Available records:
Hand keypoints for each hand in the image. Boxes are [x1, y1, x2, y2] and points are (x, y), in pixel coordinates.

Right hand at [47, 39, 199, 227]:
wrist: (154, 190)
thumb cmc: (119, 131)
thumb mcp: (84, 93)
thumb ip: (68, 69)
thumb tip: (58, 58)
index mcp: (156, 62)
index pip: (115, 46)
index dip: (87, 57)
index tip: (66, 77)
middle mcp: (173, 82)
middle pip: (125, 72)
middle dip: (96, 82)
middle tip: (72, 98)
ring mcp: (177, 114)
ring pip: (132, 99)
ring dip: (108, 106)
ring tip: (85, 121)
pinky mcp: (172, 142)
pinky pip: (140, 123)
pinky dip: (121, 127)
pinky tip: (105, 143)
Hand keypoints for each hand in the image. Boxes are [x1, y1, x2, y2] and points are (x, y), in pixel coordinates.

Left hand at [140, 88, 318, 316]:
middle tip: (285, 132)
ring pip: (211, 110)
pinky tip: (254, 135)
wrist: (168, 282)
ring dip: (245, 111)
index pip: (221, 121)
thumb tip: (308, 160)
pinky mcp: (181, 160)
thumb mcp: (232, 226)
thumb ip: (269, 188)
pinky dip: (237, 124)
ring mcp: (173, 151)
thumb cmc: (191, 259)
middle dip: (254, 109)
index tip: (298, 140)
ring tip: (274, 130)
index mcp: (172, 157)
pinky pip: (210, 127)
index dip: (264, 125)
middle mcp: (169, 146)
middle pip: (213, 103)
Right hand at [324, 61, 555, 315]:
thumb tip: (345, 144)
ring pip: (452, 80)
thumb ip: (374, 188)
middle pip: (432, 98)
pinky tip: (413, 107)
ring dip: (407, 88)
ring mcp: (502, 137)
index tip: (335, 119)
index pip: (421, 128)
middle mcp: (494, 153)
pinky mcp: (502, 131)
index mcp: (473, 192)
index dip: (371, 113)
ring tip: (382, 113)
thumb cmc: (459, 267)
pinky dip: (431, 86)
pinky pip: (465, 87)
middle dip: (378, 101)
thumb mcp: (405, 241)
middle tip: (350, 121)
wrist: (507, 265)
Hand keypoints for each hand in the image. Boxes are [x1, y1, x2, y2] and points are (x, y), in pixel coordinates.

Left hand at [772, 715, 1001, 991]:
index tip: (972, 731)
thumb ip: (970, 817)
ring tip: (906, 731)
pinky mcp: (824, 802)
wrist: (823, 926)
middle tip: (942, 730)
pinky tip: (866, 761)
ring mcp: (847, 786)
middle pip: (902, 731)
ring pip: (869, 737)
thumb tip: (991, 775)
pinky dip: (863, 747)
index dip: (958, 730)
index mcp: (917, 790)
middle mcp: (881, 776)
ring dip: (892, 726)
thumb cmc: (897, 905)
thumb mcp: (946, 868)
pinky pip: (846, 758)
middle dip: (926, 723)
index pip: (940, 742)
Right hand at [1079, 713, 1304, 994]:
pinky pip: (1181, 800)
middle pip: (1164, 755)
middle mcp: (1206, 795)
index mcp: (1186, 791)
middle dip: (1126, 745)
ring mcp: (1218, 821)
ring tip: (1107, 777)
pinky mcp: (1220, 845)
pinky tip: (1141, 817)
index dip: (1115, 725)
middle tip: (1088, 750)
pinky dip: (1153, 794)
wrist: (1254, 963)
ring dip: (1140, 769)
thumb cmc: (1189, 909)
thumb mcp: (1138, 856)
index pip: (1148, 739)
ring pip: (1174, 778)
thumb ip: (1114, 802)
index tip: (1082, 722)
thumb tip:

Your instructions: In the lines above, locate the string "Right". Copy every line where it occurs.

Written answer:
Right hand at [47, 39, 199, 227]:
Right hand at [324, 61, 555, 315]:
Right hand at [1079, 713, 1304, 994]:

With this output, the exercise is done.